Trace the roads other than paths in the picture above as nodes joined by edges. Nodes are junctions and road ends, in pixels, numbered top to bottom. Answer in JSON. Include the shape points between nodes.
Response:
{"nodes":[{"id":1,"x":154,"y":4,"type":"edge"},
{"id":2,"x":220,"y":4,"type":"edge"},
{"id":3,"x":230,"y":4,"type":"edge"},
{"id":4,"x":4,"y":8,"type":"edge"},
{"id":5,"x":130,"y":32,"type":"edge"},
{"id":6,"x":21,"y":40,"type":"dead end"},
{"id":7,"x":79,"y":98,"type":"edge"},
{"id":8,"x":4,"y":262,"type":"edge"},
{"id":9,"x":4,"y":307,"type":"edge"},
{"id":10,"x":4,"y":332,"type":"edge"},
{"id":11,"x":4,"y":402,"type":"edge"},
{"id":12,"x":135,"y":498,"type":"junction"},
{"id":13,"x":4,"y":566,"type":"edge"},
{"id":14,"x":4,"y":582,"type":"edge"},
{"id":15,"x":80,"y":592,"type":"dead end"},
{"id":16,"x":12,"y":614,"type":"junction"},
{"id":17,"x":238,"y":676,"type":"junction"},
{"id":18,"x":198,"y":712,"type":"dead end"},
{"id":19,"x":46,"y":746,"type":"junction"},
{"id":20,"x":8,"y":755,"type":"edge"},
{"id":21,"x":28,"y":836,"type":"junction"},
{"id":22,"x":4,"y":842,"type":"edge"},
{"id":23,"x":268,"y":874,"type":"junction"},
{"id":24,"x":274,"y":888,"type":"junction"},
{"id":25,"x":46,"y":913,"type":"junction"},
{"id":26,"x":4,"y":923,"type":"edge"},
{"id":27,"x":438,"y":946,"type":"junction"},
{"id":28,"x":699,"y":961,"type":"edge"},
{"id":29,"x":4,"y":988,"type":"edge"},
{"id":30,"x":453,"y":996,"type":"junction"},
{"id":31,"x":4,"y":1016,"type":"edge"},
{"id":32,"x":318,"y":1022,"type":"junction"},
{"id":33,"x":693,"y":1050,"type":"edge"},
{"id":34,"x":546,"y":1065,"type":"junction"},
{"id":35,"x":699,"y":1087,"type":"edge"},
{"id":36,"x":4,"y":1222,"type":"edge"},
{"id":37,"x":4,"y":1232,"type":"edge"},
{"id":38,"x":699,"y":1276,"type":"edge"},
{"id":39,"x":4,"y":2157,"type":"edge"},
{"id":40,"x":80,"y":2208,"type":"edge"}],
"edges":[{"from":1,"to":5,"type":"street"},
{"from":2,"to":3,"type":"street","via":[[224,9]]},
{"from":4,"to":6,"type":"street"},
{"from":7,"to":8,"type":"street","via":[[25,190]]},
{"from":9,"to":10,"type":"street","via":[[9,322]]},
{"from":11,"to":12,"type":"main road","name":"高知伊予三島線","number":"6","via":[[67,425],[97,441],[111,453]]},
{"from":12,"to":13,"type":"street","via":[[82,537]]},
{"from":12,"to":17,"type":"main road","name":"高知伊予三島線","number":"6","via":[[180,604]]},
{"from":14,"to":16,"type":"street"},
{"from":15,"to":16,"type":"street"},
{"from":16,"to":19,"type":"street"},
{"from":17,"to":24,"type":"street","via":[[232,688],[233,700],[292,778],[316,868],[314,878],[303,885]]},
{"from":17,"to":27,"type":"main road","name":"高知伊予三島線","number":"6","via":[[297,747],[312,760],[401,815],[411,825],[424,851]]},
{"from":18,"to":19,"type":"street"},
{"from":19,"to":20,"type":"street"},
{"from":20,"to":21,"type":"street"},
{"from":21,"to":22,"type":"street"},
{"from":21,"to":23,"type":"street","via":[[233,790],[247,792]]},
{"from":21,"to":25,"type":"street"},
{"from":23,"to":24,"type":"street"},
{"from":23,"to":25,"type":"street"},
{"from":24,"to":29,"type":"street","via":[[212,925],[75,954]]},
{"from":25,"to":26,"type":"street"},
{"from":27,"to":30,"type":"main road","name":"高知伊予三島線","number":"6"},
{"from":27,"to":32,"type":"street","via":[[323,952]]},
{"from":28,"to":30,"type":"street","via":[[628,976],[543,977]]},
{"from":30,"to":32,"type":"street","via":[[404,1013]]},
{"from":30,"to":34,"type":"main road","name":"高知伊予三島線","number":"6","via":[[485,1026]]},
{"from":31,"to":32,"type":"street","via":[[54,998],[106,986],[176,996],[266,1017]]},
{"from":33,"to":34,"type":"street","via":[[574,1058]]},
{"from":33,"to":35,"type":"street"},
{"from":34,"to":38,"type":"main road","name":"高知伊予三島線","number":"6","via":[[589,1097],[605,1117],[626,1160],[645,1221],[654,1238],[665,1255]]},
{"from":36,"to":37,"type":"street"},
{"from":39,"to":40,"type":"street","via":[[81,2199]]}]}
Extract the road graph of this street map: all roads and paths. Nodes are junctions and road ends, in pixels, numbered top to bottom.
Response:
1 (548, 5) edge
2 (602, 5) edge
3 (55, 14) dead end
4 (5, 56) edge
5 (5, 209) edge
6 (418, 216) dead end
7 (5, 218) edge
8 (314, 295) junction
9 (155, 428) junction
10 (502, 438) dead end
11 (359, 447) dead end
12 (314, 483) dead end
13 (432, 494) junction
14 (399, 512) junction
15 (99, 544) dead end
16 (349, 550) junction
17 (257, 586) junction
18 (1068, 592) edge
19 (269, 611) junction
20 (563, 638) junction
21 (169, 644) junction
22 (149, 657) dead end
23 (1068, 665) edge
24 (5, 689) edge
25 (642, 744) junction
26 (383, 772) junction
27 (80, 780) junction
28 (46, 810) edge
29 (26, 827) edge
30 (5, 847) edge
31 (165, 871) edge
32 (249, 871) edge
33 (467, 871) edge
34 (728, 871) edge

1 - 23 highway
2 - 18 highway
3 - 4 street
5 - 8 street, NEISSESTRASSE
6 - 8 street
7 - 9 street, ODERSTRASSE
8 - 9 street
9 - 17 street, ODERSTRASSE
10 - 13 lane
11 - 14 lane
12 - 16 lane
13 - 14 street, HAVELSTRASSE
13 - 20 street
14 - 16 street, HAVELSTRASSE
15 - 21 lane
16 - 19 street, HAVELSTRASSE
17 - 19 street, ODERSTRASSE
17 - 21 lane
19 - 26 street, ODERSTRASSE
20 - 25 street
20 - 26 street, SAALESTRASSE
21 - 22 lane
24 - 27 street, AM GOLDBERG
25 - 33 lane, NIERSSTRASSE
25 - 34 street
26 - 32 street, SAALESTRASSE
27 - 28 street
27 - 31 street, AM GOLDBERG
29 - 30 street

* [WHAT THE TASK ASKS] In the data above, find each line that has the word "dead" and copy it out.

* [SOLVED EXERCISE]
{"id":6,"x":21,"y":40,"type":"dead end"},
{"id":15,"x":80,"y":592,"type":"dead end"},
{"id":18,"x":198,"y":712,"type":"dead end"},
3 (55, 14) dead end
6 (418, 216) dead end
10 (502, 438) dead end
11 (359, 447) dead end
12 (314, 483) dead end
15 (99, 544) dead end
22 (149, 657) dead end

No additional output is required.